WHAT YOU NEED TO DO: Return every line of the data below exactly, but do not include the images.

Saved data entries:
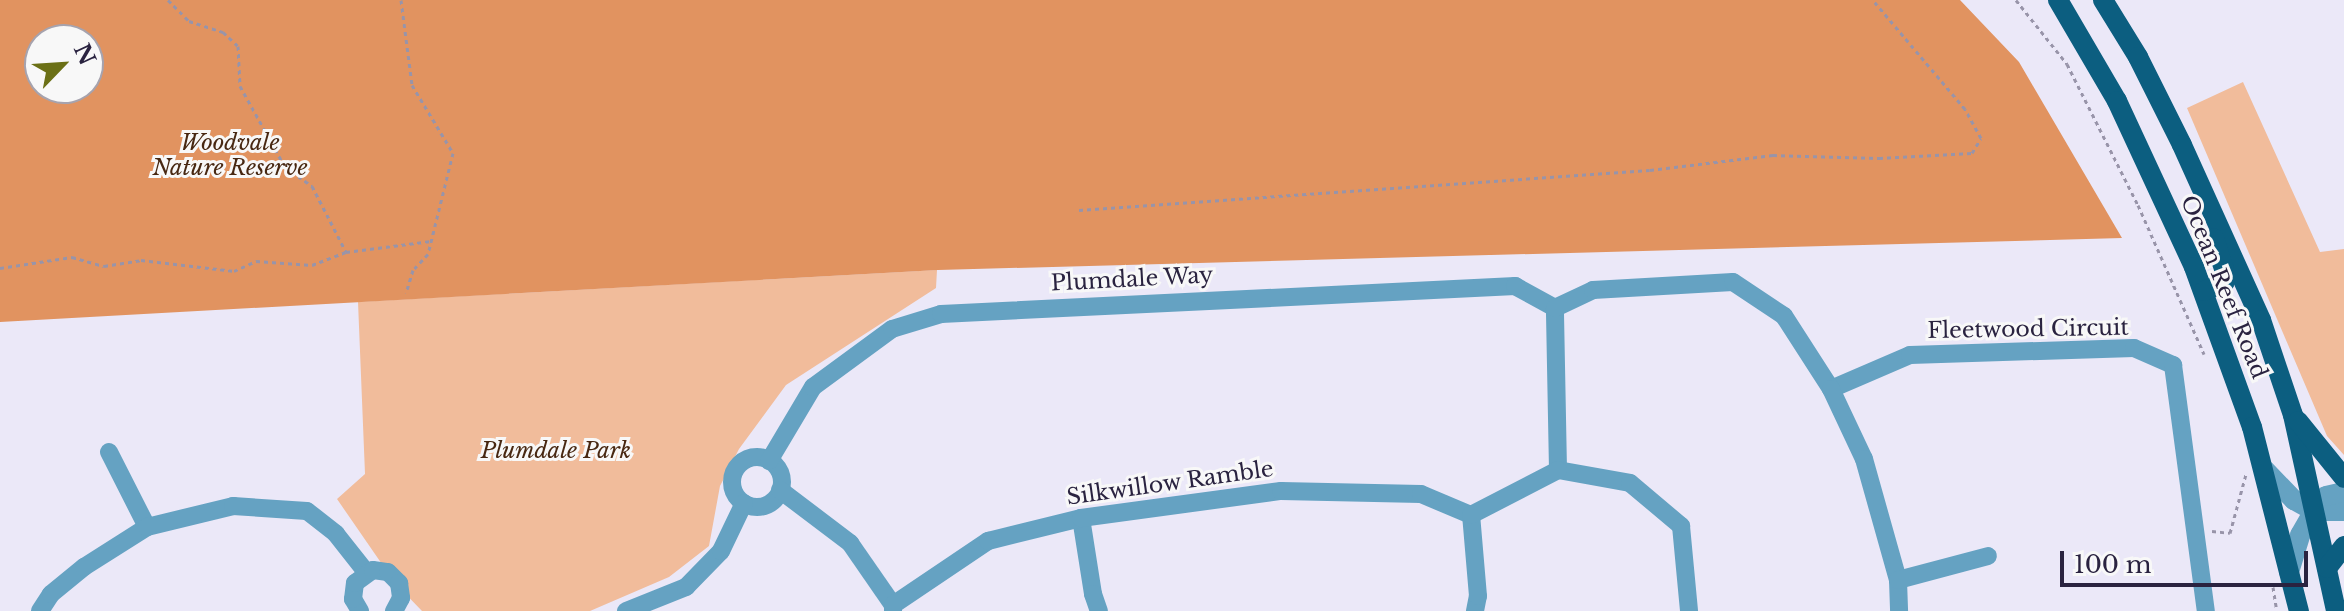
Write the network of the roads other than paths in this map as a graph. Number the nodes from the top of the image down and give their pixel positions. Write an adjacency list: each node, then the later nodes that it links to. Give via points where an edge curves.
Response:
1 (2058, 0): 4 (main road, Ocean Reef Road, via 2117,101)
2 (2103, 0): 3 (main road, Ocean Reef Road)
3 (2182, 145): 4 (main road, via 2224,269 2220,287); 7 (main road, Ocean Reef Road, via 2255,307)
4 (2204, 291): 11 (main road, Ocean Reef Road)
5 (1555, 308): 6 (street, via 1593,290 1733,282 1784,316); 9 (street, Plumdale Way, via 1515,286 941,314 892,329 813,387); 10 (street)
6 (1831, 389): 26 (street, via 1864,459); 36 (street, Fleetwood Circuit, via 1910,355 2134,348 2173,365)
7 (2293, 415): 12 (main road); 16 (main road, Ocean Reef Road)
8 (109, 452): 20 (street)
9 (769, 461): 13 (street, via 780,473); 15 (street, via 752,458 738,466 732,482)
10 (1558, 470): 18 (street); 34 (street, via 1630,483 1681,526)
11 (2256, 472): 16 (street); 25 (main road, Ocean Reef Road)
12 (2344, 478)
13 (780, 490): 15 (street, via 765,505); 27 (street, via 850,543)
14 (2344, 492): 16 (street, via 2326,496)
15 (744, 503): 31 (street, via 721,551 686,587)
16 (2314, 511): 17 (street); 23 (main road, Ocean Reef Road); 25 (street)
17 (2344, 511)
18 (1471, 515): 19 (street, Silkwillow Ramble, via 1421,494 1281,491); 33 (street)
19 (1081, 518): 27 (street, Silkwillow Ramble, via 988,541); 32 (street)
20 (147, 527): 24 (street, via 233,506 307,511 336,534); 29 (street, via 84,567 51,594)
21 (2344, 546): 23 (main road)
22 (1988, 556): 26 (street)
23 (2327, 568): 38 (main road, Ocean Reef Road)
24 (366, 572): 28 (street, via 355,583); 30 (street, via 381,570 394,577 401,598)
25 (2289, 572): 37 (main road, Ocean Reef Road)
26 (1898, 580): 35 (street)
27 (893, 608)
28 (356, 609)
29 (40, 611)
30 (394, 611)
31 (626, 611)
32 (1099, 611)
33 (1475, 611)
34 (1689, 611)
35 (1899, 611)
36 (2206, 611)
37 (2299, 611)
38 (2336, 611)

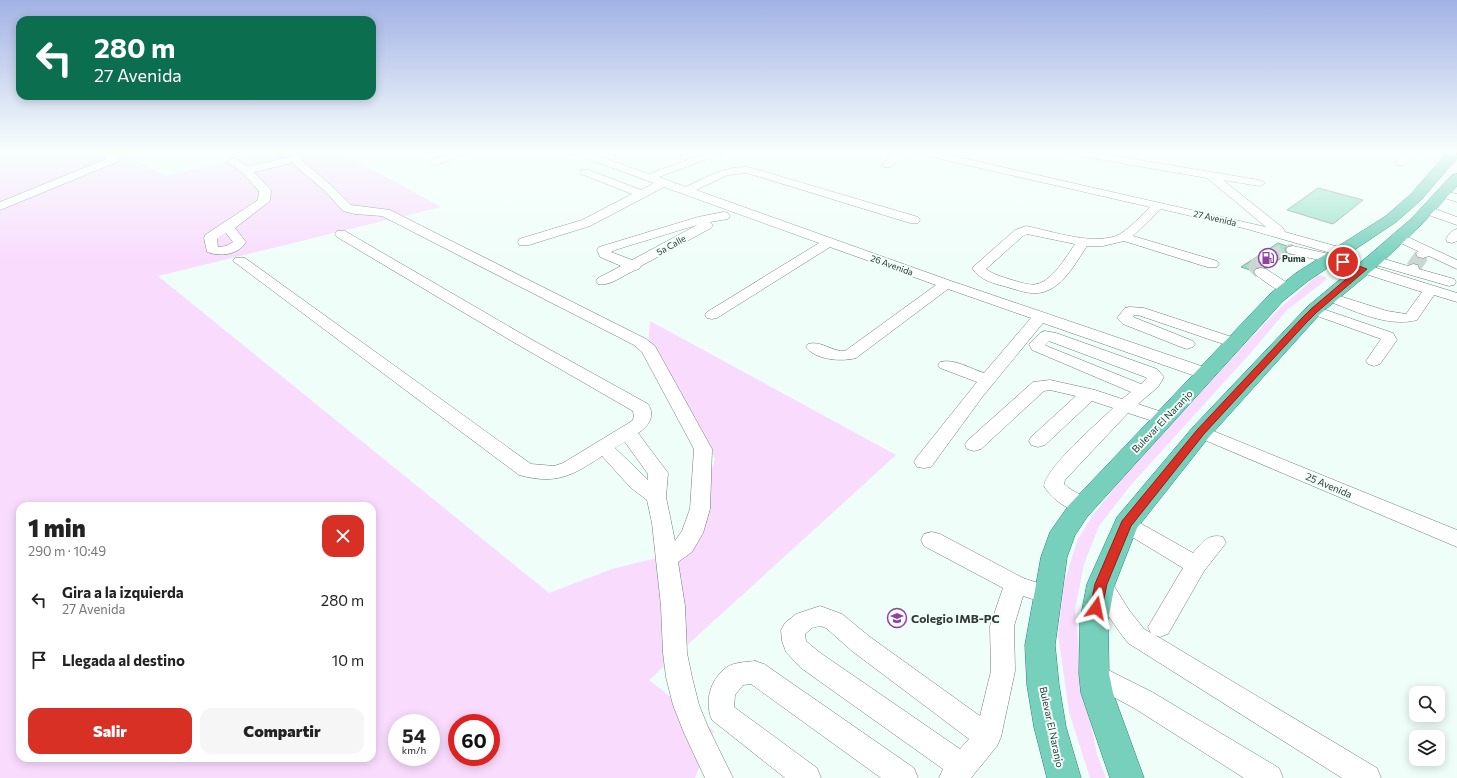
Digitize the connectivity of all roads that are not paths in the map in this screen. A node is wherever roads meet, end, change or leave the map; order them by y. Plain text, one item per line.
1 (44, 188) edge
2 (263, 188) edge
3 (328, 188) edge
4 (627, 188) edge
5 (653, 188) edge
6 (683, 188) edge
7 (691, 188) edge
8 (809, 188) edge
9 (1085, 188) edge
10 (1226, 188) edge
11 (1424, 188) edge
12 (688, 190) junction
13 (642, 194) junction
14 (1448, 195) edge
15 (1159, 205) junction
16 (0, 206) edge
17 (740, 209) junction
18 (724, 216) junction
19 (914, 220) dead end
20 (1457, 221) edge
21 (228, 227) dead end
22 (341, 234) dead end
23 (1283, 234) junction
24 (1124, 237) junction
25 (1400, 237) junction
26 (524, 242) dead end
27 (829, 242) junction
28 (1084, 242) junction
29 (1293, 250) tunnel mouth
30 (1337, 255) junction
31 (240, 261) dead end
32 (1212, 264) dead end
33 (1369, 264) junction
34 (1457, 265) edge
35 (634, 266) junction
36 (1261, 272) dead end
37 (1453, 277) edge
38 (603, 282) dead end
39 (946, 284) junction
40 (1287, 289) junction
41 (1434, 291) junction
42 (1457, 298) edge
43 (1322, 304) junction
44 (712, 315) dead end
45 (1040, 317) junction
46 (1235, 343) junction
47 (1187, 344) dead end
48 (814, 347) dead end
49 (1163, 359) junction
50 (1374, 361) dead end
51 (946, 365) dead end
52 (1151, 373) junction
53 (1207, 374) junction
54 (988, 380) junction
55 (1143, 391) junction
56 (1089, 394) junction
57 (1125, 406) junction
58 (1165, 419) junction
59 (627, 432) junction
60 (1201, 432) junction
61 (1038, 440) dead end
62 (974, 445) dead end
63 (604, 447) junction
64 (924, 462) dead end
65 (656, 497) junction
66 (1083, 506) junction
67 (1126, 524) junction
68 (1457, 539) edge
69 (932, 540) dead end
70 (1215, 543) dead end
71 (666, 560) junction
72 (1196, 565) junction
73 (1015, 584) junction
74 (1101, 584) junction
75 (1048, 595) junction
76 (1160, 627) dead end
77 (1094, 674) junction
78 (988, 737) junction
79 (958, 772) edge
80 (719, 778) edge
81 (807, 778) edge
82 (904, 778) edge
83 (1064, 778) edge
84 (1127, 778) edge
85 (1269, 778) edge
86 (1368, 778) edge

1 - 16 street
2 - 21 street
3 - 71 street
4 - 13 street
5 - 13 street
6 - 12 street, 26 Avenida
7 - 12 street
8 - 19 street
9 - 15 street, 27 Avenida
10 - 23 street
11 - 30 main road, Bulevar El Naranjo
12 - 17 street, 26 Avenida
13 - 26 street
14 - 20 street
14 - 25 main road
15 - 23 street, 27 Avenida
15 - 24 street
17 - 18 street, 5a Calle
17 - 27 street, 26 Avenida
18 - 35 street, 5a Calle
18 - 35 street
22 - 59 street
23 - 30 street, 27 Avenida
24 - 28 street
24 - 32 street
25 - 33 main road
25 - 34 street
27 - 39 street, 26 Avenida
27 - 44 street
28 - 28 street
29 - 30 street
30 - 33 street, 27 Avenida
30 - 40 main road, Bulevar El Naranjo
31 - 63 street
33 - 37 street
33 - 41 street, 27 Avenida
33 - 43 main road
35 - 38 street, 5a Calle
36 - 40 street
37 - 41 street
39 - 45 street, 26 Avenida
39 - 48 street
40 - 46 main road, Bulevar El Naranjo
41 - 42 street, 27 Avenida
41 - 43 street
43 - 50 street
43 - 60 main road
45 - 49 street, 26 Avenida
45 - 54 street
46 - 47 street
46 - 53 main road, Bulevar El Naranjo
49 - 52 street
49 - 53 street, 26 Avenida
51 - 54 street
52 - 55 street
52 - 55 street
53 - 58 main road, Bulevar El Naranjo
54 - 64 street
55 - 57 street
56 - 57 street
56 - 61 street
56 - 62 street
57 - 58 street
57 - 66 street
58 - 66 main road, Bulevar El Naranjo
59 - 63 street
59 - 65 street
60 - 67 main road
60 - 68 street, 25 Avenida
63 - 65 street
65 - 71 street
66 - 75 main road, Bulevar El Naranjo
67 - 72 street
67 - 74 main road
69 - 73 street
70 - 72 street
71 - 80 street
72 - 76 street
73 - 75 street
73 - 78 street
74 - 77 main road
74 - 86 street
75 - 83 main road, Bulevar El Naranjo
77 - 84 main road
77 - 85 street
78 - 79 street
78 - 79 street
81 - 82 street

TASK ANSWER:
Write the network of the roads other than paths in this map as a graph. Number the nodes from the top of the image down and give their pixel positions. Write an adjacency list: each node, then the later nodes that it links to. Give via points where an edge curves.
Response:
1 (2058, 0): 4 (main road, Ocean Reef Road, via 2117,101)
2 (2103, 0): 3 (main road, Ocean Reef Road)
3 (2182, 145): 4 (main road, via 2224,269 2220,287); 7 (main road, Ocean Reef Road, via 2255,307)
4 (2204, 291): 11 (main road, Ocean Reef Road)
5 (1555, 308): 6 (street, via 1593,290 1733,282 1784,316); 9 (street, Plumdale Way, via 1515,286 941,314 892,329 813,387); 10 (street)
6 (1831, 389): 26 (street, via 1864,459); 36 (street, Fleetwood Circuit, via 1910,355 2134,348 2173,365)
7 (2293, 415): 12 (main road); 16 (main road, Ocean Reef Road)
8 (109, 452): 20 (street)
9 (769, 461): 13 (street, via 780,473); 15 (street, via 752,458 738,466 732,482)
10 (1558, 470): 18 (street); 34 (street, via 1630,483 1681,526)
11 (2256, 472): 16 (street); 25 (main road, Ocean Reef Road)
12 (2344, 478)
13 (780, 490): 15 (street, via 765,505); 27 (street, via 850,543)
14 (2344, 492): 16 (street, via 2326,496)
15 (744, 503): 31 (street, via 721,551 686,587)
16 (2314, 511): 17 (street); 23 (main road, Ocean Reef Road); 25 (street)
17 (2344, 511)
18 (1471, 515): 19 (street, Silkwillow Ramble, via 1421,494 1281,491); 33 (street)
19 (1081, 518): 27 (street, Silkwillow Ramble, via 988,541); 32 (street)
20 (147, 527): 24 (street, via 233,506 307,511 336,534); 29 (street, via 84,567 51,594)
21 (2344, 546): 23 (main road)
22 (1988, 556): 26 (street)
23 (2327, 568): 38 (main road, Ocean Reef Road)
24 (366, 572): 28 (street, via 355,583); 30 (street, via 381,570 394,577 401,598)
25 (2289, 572): 37 (main road, Ocean Reef Road)
26 (1898, 580): 35 (street)
27 (893, 608)
28 (356, 609)
29 (40, 611)
30 (394, 611)
31 (626, 611)
32 (1099, 611)
33 (1475, 611)
34 (1689, 611)
35 (1899, 611)
36 (2206, 611)
37 (2299, 611)
38 (2336, 611)

Digitize the connectivity of all roads that are not paths in the map in this screen. A node is wherever roads meet, end, change or leave the map; order them by y. Plain text, one item per line.
1 (44, 188) edge
2 (263, 188) edge
3 (328, 188) edge
4 (627, 188) edge
5 (653, 188) edge
6 (683, 188) edge
7 (691, 188) edge
8 (809, 188) edge
9 (1085, 188) edge
10 (1226, 188) edge
11 (1424, 188) edge
12 (688, 190) junction
13 (642, 194) junction
14 (1448, 195) edge
15 (1159, 205) junction
16 (0, 206) edge
17 (740, 209) junction
18 (724, 216) junction
19 (914, 220) dead end
20 (1457, 221) edge
21 (228, 227) dead end
22 (341, 234) dead end
23 (1283, 234) junction
24 (1124, 237) junction
25 (1400, 237) junction
26 (524, 242) dead end
27 (829, 242) junction
28 (1084, 242) junction
29 (1293, 250) tunnel mouth
30 (1337, 255) junction
31 (240, 261) dead end
32 (1212, 264) dead end
33 (1369, 264) junction
34 (1457, 265) edge
35 (634, 266) junction
36 (1261, 272) dead end
37 (1453, 277) edge
38 (603, 282) dead end
39 (946, 284) junction
40 (1287, 289) junction
41 (1434, 291) junction
42 (1457, 298) edge
43 (1322, 304) junction
44 (712, 315) dead end
45 (1040, 317) junction
46 (1235, 343) junction
47 (1187, 344) dead end
48 (814, 347) dead end
49 (1163, 359) junction
50 (1374, 361) dead end
51 (946, 365) dead end
52 (1151, 373) junction
53 (1207, 374) junction
54 (988, 380) junction
55 (1143, 391) junction
56 (1089, 394) junction
57 (1125, 406) junction
58 (1165, 419) junction
59 (627, 432) junction
60 (1201, 432) junction
61 (1038, 440) dead end
62 (974, 445) dead end
63 (604, 447) junction
64 (924, 462) dead end
65 (656, 497) junction
66 (1083, 506) junction
67 (1126, 524) junction
68 (1457, 539) edge
69 (932, 540) dead end
70 (1215, 543) dead end
71 (666, 560) junction
72 (1196, 565) junction
73 (1015, 584) junction
74 (1101, 584) junction
75 (1048, 595) junction
76 (1160, 627) dead end
77 (1094, 674) junction
78 (988, 737) junction
79 (958, 772) edge
80 (719, 778) edge
81 (807, 778) edge
82 (904, 778) edge
83 (1064, 778) edge
84 (1127, 778) edge
85 (1269, 778) edge
86 (1368, 778) edge

1 - 16 street
2 - 21 street
3 - 71 street
4 - 13 street
5 - 13 street
6 - 12 street, 26 Avenida
7 - 12 street
8 - 19 street
9 - 15 street, 27 Avenida
10 - 23 street
11 - 30 main road, Bulevar El Naranjo
12 - 17 street, 26 Avenida
13 - 26 street
14 - 20 street
14 - 25 main road
15 - 23 street, 27 Avenida
15 - 24 street
17 - 18 street, 5a Calle
17 - 27 street, 26 Avenida
18 - 35 street, 5a Calle
18 - 35 street
22 - 59 street
23 - 30 street, 27 Avenida
24 - 28 street
24 - 32 street
25 - 33 main road
25 - 34 street
27 - 39 street, 26 Avenida
27 - 44 street
28 - 28 street
29 - 30 street
30 - 33 street, 27 Avenida
30 - 40 main road, Bulevar El Naranjo
31 - 63 street
33 - 37 street
33 - 41 street, 27 Avenida
33 - 43 main road
35 - 38 street, 5a Calle
36 - 40 street
37 - 41 street
39 - 45 street, 26 Avenida
39 - 48 street
40 - 46 main road, Bulevar El Naranjo
41 - 42 street, 27 Avenida
41 - 43 street
43 - 50 street
43 - 60 main road
45 - 49 street, 26 Avenida
45 - 54 street
46 - 47 street
46 - 53 main road, Bulevar El Naranjo
49 - 52 street
49 - 53 street, 26 Avenida
51 - 54 street
52 - 55 street
52 - 55 street
53 - 58 main road, Bulevar El Naranjo
54 - 64 street
55 - 57 street
56 - 57 street
56 - 61 street
56 - 62 street
57 - 58 street
57 - 66 street
58 - 66 main road, Bulevar El Naranjo
59 - 63 street
59 - 65 street
60 - 67 main road
60 - 68 street, 25 Avenida
63 - 65 street
65 - 71 street
66 - 75 main road, Bulevar El Naranjo
67 - 72 street
67 - 74 main road
69 - 73 street
70 - 72 street
71 - 80 street
72 - 76 street
73 - 75 street
73 - 78 street
74 - 77 main road
74 - 86 street
75 - 83 main road, Bulevar El Naranjo
77 - 84 main road
77 - 85 street
78 - 79 street
78 - 79 street
81 - 82 street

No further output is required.